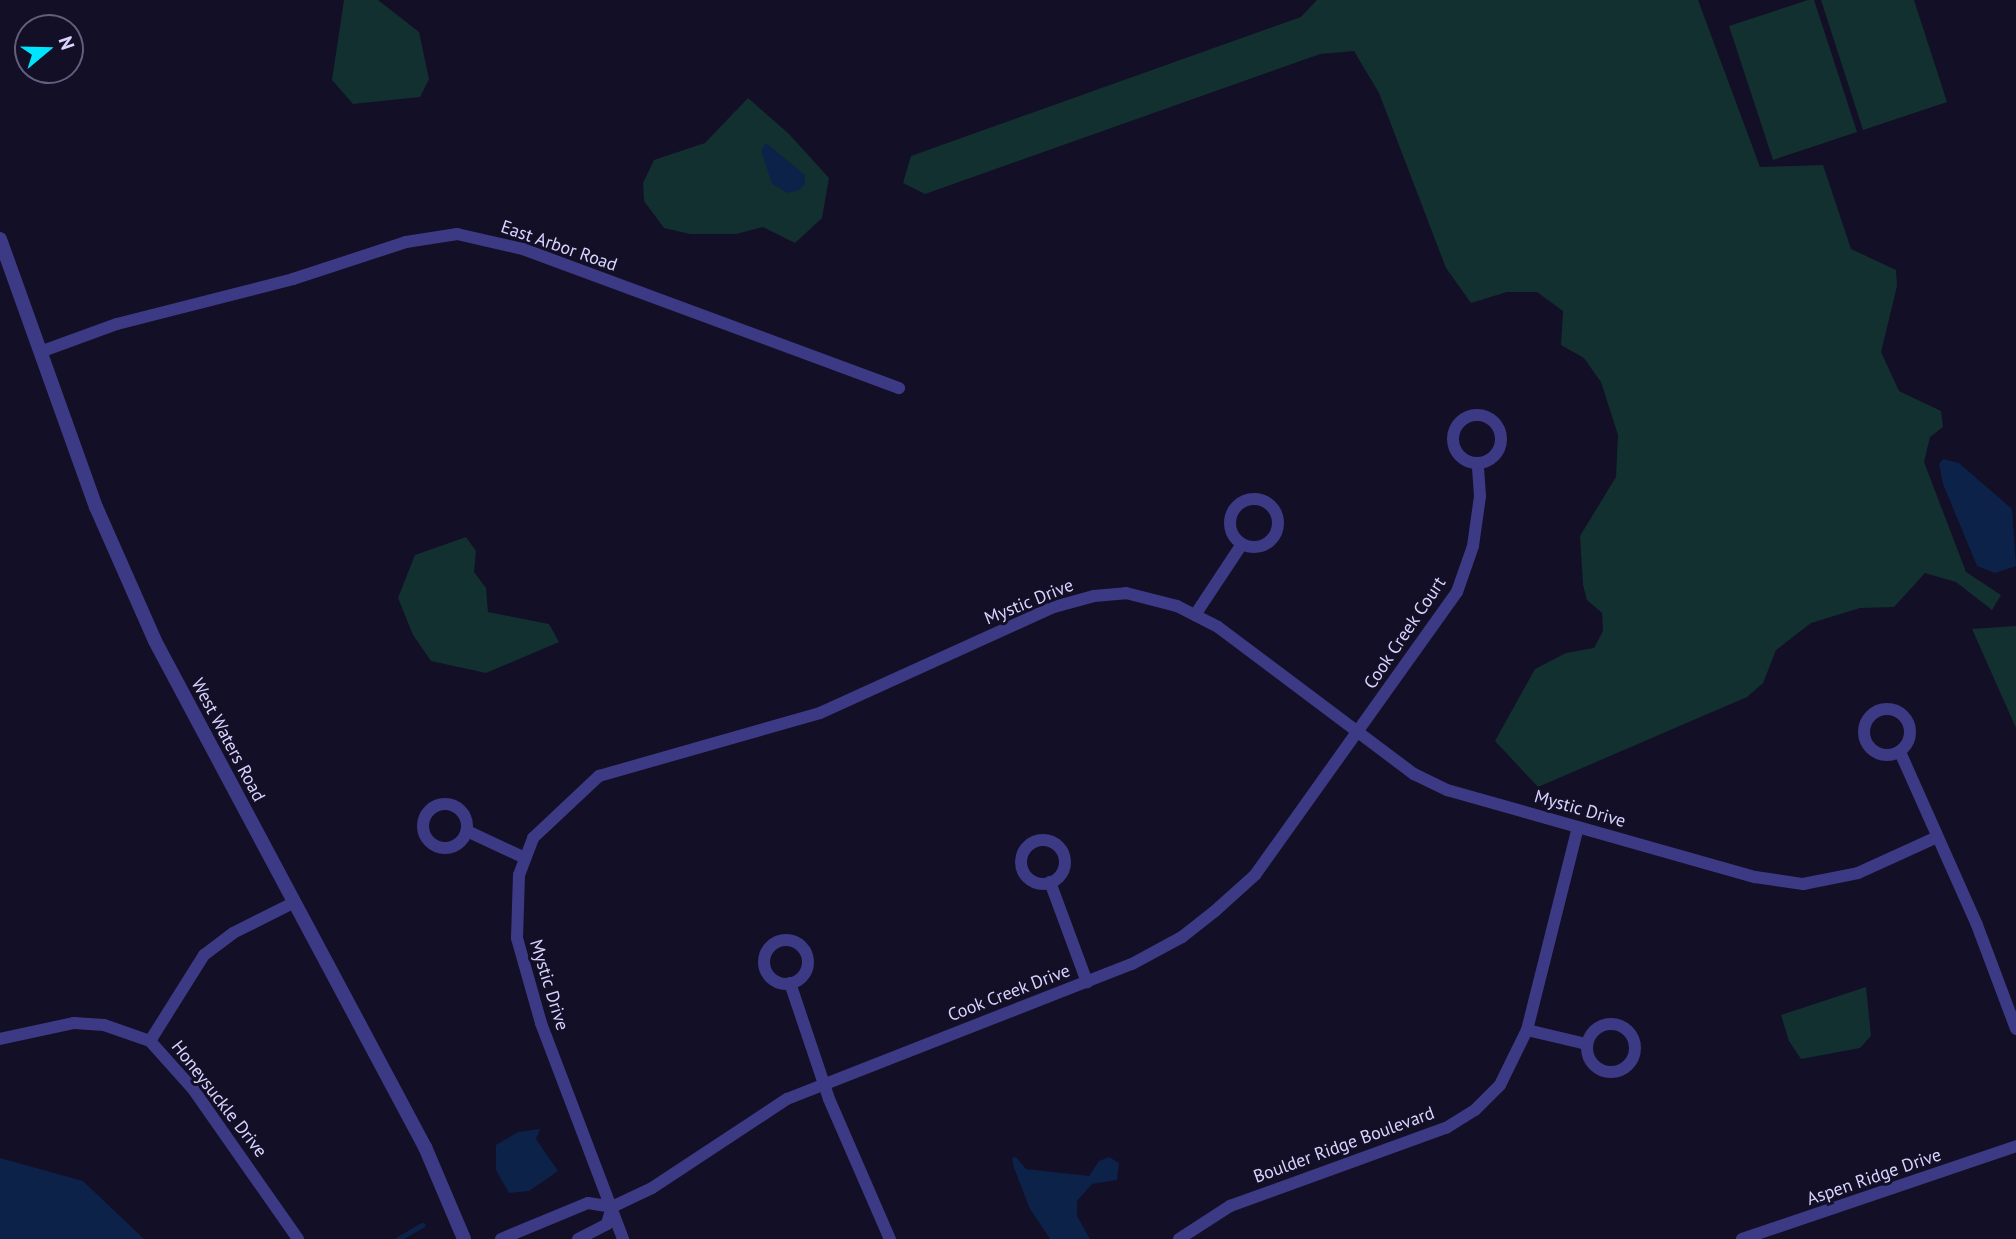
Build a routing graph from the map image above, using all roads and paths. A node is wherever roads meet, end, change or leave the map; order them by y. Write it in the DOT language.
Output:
graph roads {
  1 [pos="0,239"];
  2 [pos="40,352"];
  3 [pos="899,388"];
  4 [pos="1478,464"];
  5 [pos="1242,544"];
  6 [pos="1195,615"];
  7 [pos="1358,734"];
  8 [pos="1900,752"];
  9 [pos="1578,827"];
  10 [pos="467,831"];
  11 [pos="1937,837"];
  12 [pos="525,859"];
  13 [pos="1050,882"];
  14 [pos="293,903"];
  15 [pos="1087,982"];
  16 [pos="790,983"];
  17 [pos="2016,1029"];
  18 [pos="1527,1030"];
  19 [pos="0,1040"];
  20 [pos="150,1041"];
  21 [pos="1586,1044"];
  22 [pos="824,1085"];
  23 [pos="2016,1146"];
  24 [pos="612,1207"];
  25 [pos="298,1239"];
  26 [pos="464,1239"];
  27 [pos="501,1239"];
  28 [pos="578,1239"];
  29 [pos="623,1239"];
  30 [pos="890,1239"];
  31 [pos="1179,1239"];
  32 [pos="1742,1239"];
  1 -- 2 [label="street, West Waters Road"];
  2 -- 3 [label="street, East Arbor Road"];
  2 -- 14 [label="street, West Waters Road"];
  4 -- 7 [label="street, Cook Creek Court"];
  5 -- 6 [label="street"];
  6 -- 7 [label="street, Mystic Drive"];
  6 -- 12 [label="street, Mystic Drive"];
  7 -- 9 [label="street, Mystic Drive"];
  7 -- 15 [label="street, Cook Creek Drive"];
  8 -- 11 [label="street"];
  9 -- 11 [label="street, Mystic Drive"];
  9 -- 18 [label="street, Boulder Ridge Boulevard"];
  10 -- 12 [label="street"];
  11 -- 17 [label="street"];
  12 -- 24 [label="street, Mystic Drive"];
  13 -- 15 [label="street"];
  14 -- 20 [label="street"];
  14 -- 26 [label="street, West Waters Road"];
  15 -- 22 [label="street, Cook Creek Drive"];
  16 -- 22 [label="street"];
  18 -- 21 [label="street"];
  18 -- 31 [label="street, Boulder Ridge Boulevard"];
  19 -- 20 [label="street, Honeysuckle Drive"];
  20 -- 25 [label="street, Honeysuckle Drive"];
  22 -- 24 [label="street, Cook Creek Drive"];
  22 -- 30 [label="street"];
  23 -- 32 [label="street, Aspen Ridge Drive"];
  24 -- 27 [label="street, Cook Creek Drive"];
  24 -- 28 [label="street, Cook Creek Drive"];
  24 -- 29 [label="street, Mystic Drive"];
}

+ + +

* Task to carry out *
For every line above, produce an exact transcription that omits the images.

* Completed task *
Build a routing graph from the map image above, using all roads and paths. A node is wherever roads meet, end, change or leave the map; order them by y. Write it in the DOT language.
Output:
graph roads {
  1 [pos="0,239"];
  2 [pos="40,352"];
  3 [pos="899,388"];
  4 [pos="1478,464"];
  5 [pos="1242,544"];
  6 [pos="1195,615"];
  7 [pos="1358,734"];
  8 [pos="1900,752"];
  9 [pos="1578,827"];
  10 [pos="467,831"];
  11 [pos="1937,837"];
  12 [pos="525,859"];
  13 [pos="1050,882"];
  14 [pos="293,903"];
  15 [pos="1087,982"];
  16 [pos="790,983"];
  17 [pos="2016,1029"];
  18 [pos="1527,1030"];
  19 [pos="0,1040"];
  20 [pos="150,1041"];
  21 [pos="1586,1044"];
  22 [pos="824,1085"];
  23 [pos="2016,1146"];
  24 [pos="612,1207"];
  25 [pos="298,1239"];
  26 [pos="464,1239"];
  27 [pos="501,1239"];
  28 [pos="578,1239"];
  29 [pos="623,1239"];
  30 [pos="890,1239"];
  31 [pos="1179,1239"];
  32 [pos="1742,1239"];
  1 -- 2 [label="street, West Waters Road"];
  2 -- 3 [label="street, East Arbor Road"];
  2 -- 14 [label="street, West Waters Road"];
  4 -- 7 [label="street, Cook Creek Court"];
  5 -- 6 [label="street"];
  6 -- 7 [label="street, Mystic Drive"];
  6 -- 12 [label="street, Mystic Drive"];
  7 -- 9 [label="street, Mystic Drive"];
  7 -- 15 [label="street, Cook Creek Drive"];
  8 -- 11 [label="street"];
  9 -- 11 [label="street, Mystic Drive"];
  9 -- 18 [label="street, Boulder Ridge Boulevard"];
  10 -- 12 [label="street"];
  11 -- 17 [label="street"];
  12 -- 24 [label="street, Mystic Drive"];
  13 -- 15 [label="street"];
  14 -- 20 [label="street"];
  14 -- 26 [label="street, West Waters Road"];
  15 -- 22 [label="street, Cook Creek Drive"];
  16 -- 22 [label="street"];
  18 -- 21 [label="street"];
  18 -- 31 [label="street, Boulder Ridge Boulevard"];
  19 -- 20 [label="street, Honeysuckle Drive"];
  20 -- 25 [label="street, Honeysuckle Drive"];
  22 -- 24 [label="street, Cook Creek Drive"];
  22 -- 30 [label="street"];
  23 -- 32 [label="street, Aspen Ridge Drive"];
  24 -- 27 [label="street, Cook Creek Drive"];
  24 -- 28 [label="street, Cook Creek Drive"];
  24 -- 29 [label="street, Mystic Drive"];
}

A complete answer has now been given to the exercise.